On offer will be a complete limited edition portfolio of 12 silver prints by Harry Benson from 1964, printed in 2003 under the title The Beatles: 40th Anniversary.
The portfolio includes the photograph of the meeting that took place at the 5th Street Gym in Miami on February 18, 1964, just a week before the legendary fight with Sonny Liston that made Clay World Heavyweight Champion.
Clay verbally sparred with John, Paul, George and Ringo, with the band playing up for the press to create a series of iconic images, including the one where all four lay on the canvas at his feet as though they had been knocked out, with the boxer roaring and beating his chest above them.
Beatles images are highly sought after by collectors, but one such as this, caught at the height of their powers, just before they released their hit single Can’t Buy Me Love, and with history’s greatest boxer on the verge of the breakthrough fight of his career, brings every element together to create the perfect image.

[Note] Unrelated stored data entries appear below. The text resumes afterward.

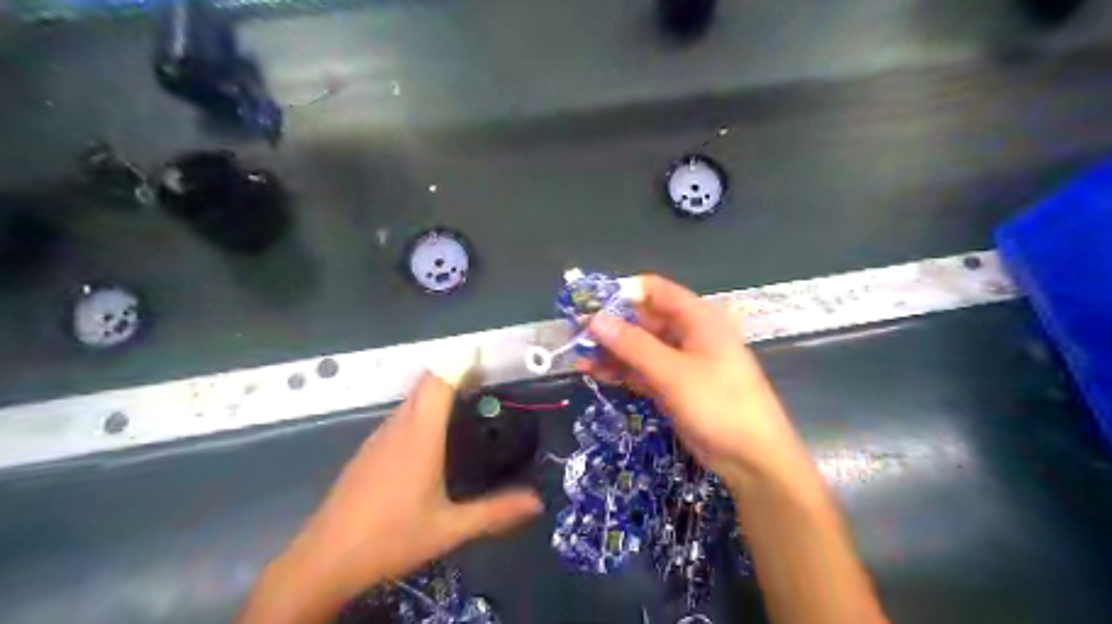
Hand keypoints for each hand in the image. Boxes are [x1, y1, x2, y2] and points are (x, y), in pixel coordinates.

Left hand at [239, 373, 543, 621]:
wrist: (324, 560)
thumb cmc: (391, 537)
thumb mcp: (449, 528)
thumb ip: (494, 512)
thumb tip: (537, 501)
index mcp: (420, 436)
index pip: (438, 383)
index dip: (459, 365)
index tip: (483, 359)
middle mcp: (398, 428)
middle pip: (425, 385)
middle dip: (453, 376)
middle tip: (485, 385)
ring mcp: (378, 438)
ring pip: (410, 401)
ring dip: (435, 394)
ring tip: (464, 406)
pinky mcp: (367, 452)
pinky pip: (399, 418)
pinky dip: (420, 413)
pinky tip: (431, 441)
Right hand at [583, 276, 809, 488]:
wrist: (753, 459)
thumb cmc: (719, 404)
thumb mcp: (673, 373)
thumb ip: (632, 345)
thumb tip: (595, 320)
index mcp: (697, 318)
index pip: (654, 290)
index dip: (621, 294)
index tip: (589, 305)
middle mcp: (688, 333)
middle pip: (643, 319)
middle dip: (610, 326)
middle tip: (575, 336)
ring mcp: (680, 361)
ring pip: (640, 346)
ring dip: (611, 350)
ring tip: (577, 357)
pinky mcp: (673, 385)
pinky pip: (642, 370)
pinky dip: (621, 370)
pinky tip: (593, 373)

Along with the rest of the photographs, the limited edition portfolio is estimated at $8,000 (£6500) to $12,000 (£9600).
Other highlights from the auction include the Surreal photograph of Salvador Dalí at his easel, frozen in the moment as he and all around him – painting, chair, cats and water, fly through the air.
Dalí Atomicus, as the image is titled, is the work of Philippe Halsman from 1948. This silver print was completed circa 1951, has an estimate of $3,000 (£2400) to $4,000 (£3200).
One of the photographer’s most famous pictures, Weegee’s Coney Island, a silver print from 1940, printed in the late 1950s to early ’60s, captures the seething crowd on a hot July 22, many of them waving at the camera after the photographer danced, screamed and called at them to gain their attention. The estimate is $7,000 (£5600) to $10,000 (£8000).
Back on the rock and pop front, Swann will offer approximately 95 silver and chromogenic prints of rock stars on TV screens in the 1970s. The lot carries an estimate of $800 (£640)to $1,200 (£960).